◆ **Information provided**:

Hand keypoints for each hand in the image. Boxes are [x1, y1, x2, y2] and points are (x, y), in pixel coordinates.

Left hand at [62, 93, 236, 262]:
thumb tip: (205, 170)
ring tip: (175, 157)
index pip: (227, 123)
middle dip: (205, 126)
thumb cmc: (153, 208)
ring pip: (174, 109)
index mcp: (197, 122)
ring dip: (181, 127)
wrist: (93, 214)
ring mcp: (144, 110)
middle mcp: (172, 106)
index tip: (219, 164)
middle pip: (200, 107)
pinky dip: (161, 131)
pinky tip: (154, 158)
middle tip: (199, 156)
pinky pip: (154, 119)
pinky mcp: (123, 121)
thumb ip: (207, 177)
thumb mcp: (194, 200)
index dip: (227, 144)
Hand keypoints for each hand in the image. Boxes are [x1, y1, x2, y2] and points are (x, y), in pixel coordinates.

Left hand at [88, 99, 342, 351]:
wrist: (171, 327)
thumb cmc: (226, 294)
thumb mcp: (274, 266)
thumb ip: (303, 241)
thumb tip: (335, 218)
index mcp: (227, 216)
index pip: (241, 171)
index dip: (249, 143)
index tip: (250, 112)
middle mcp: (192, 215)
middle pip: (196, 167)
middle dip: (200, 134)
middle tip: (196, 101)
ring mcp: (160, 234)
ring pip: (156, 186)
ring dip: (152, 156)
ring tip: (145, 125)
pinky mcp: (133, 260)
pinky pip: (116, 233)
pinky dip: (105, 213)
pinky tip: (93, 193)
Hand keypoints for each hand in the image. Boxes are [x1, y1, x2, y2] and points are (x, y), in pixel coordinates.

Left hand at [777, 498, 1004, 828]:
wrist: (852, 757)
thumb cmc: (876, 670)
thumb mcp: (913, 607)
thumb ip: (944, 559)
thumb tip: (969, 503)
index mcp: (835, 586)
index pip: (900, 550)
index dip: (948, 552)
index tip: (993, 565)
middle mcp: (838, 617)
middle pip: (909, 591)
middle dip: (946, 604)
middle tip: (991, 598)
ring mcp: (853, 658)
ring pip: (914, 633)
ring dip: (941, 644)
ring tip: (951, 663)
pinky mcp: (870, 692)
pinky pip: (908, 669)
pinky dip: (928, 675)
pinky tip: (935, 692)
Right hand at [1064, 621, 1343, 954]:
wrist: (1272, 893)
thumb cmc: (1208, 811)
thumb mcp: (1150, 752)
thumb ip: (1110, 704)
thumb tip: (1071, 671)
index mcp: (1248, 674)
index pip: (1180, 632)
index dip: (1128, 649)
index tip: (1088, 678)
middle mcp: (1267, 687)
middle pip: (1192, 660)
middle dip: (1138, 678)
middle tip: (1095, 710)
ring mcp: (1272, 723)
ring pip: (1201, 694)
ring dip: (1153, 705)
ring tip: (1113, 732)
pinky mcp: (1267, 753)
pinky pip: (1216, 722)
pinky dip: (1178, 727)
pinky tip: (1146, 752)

◆ **Work item**: Could you reproduce every record exactly as written?

◆ **Final answer**:
Hand keypoints for each hand in the image. Boxes are [x1, y1, x2, y2] and points are (x, y), in pixel coordinates.

Left hand at [62, 93, 236, 262]:
thumb tip: (205, 170)
ring tip: (175, 157)
index pip: (227, 123)
middle dip: (205, 126)
thumb cmc: (153, 208)
ring pip: (174, 109)
index mcp: (197, 122)
ring dip: (181, 127)
wrist: (93, 214)
ring mcp: (144, 110)
middle mcp: (172, 106)
index tip: (219, 164)
middle pip: (200, 107)
pinky dip: (161, 131)
pinky tip: (154, 158)
middle tip: (199, 156)
pinky pip: (154, 119)
pinky mcp: (123, 121)
thumb ip: (207, 177)
thumb mcp: (194, 200)
index dip: (227, 144)
Hand keypoints for each hand in the image. Boxes are [x1, y1, x2, y2] and points are (x, y), in pixel coordinates.

Left hand at [88, 99, 342, 351]:
wrist: (171, 327)
thumb cmc: (226, 294)
thumb mcp: (274, 266)
thumb ip: (303, 241)
thumb tip: (335, 218)
index mcp: (227, 216)
index pip: (241, 171)
index dip: (249, 143)
index tip: (250, 112)
middle mcp: (192, 215)
middle pip: (196, 167)
middle dip: (200, 134)
middle tip: (196, 101)
ring mcp: (160, 234)
ring pip: (156, 186)
ring dip: (152, 156)
ring tip: (145, 125)
pinky mcp: (133, 260)
pinky pip: (116, 233)
pinky dip: (105, 213)
pinky tip: (93, 193)
Hand keypoints for each hand in the image. Boxes are [x1, y1, x2, y2] and points are (x, y), in pixel coordinates.

Left hand at [777, 498, 1004, 828]:
wrist: (852, 757)
thumb cmc: (876, 670)
thumb mcp: (913, 607)
thumb ip: (944, 559)
thumb tip: (969, 503)
index mcp: (835, 586)
index pip: (900, 550)
index dip: (948, 552)
index tip: (993, 565)
middle mcp: (838, 617)
middle pip: (909, 591)
middle dip: (946, 604)
middle tip: (991, 598)
ring mcp: (853, 658)
ring pip: (914, 633)
ring dip: (941, 644)
ring tip: (951, 663)
pinky mcp: (870, 692)
pinky pip: (908, 669)
pinky dip: (928, 675)
pinky tip: (935, 692)
Right hand at [1064, 621, 1343, 954]:
wrist: (1272, 893)
thumb cmc: (1208, 811)
thumb mcp: (1150, 752)
thumb ip: (1110, 704)
thumb tip: (1071, 671)
index mcp: (1248, 674)
index pip: (1180, 632)
index dip: (1128, 649)
index tip: (1088, 678)
middle mcp: (1267, 687)
middle pip: (1192, 660)
middle dip: (1138, 678)
middle tip: (1095, 710)
ring mcp: (1272, 723)
ring pip: (1201, 694)
ring dip: (1153, 705)
ring tip: (1113, 732)
pinky mcp: (1267, 753)
pinky pip: (1216, 722)
pinky dip: (1178, 727)
pinky tip: (1146, 752)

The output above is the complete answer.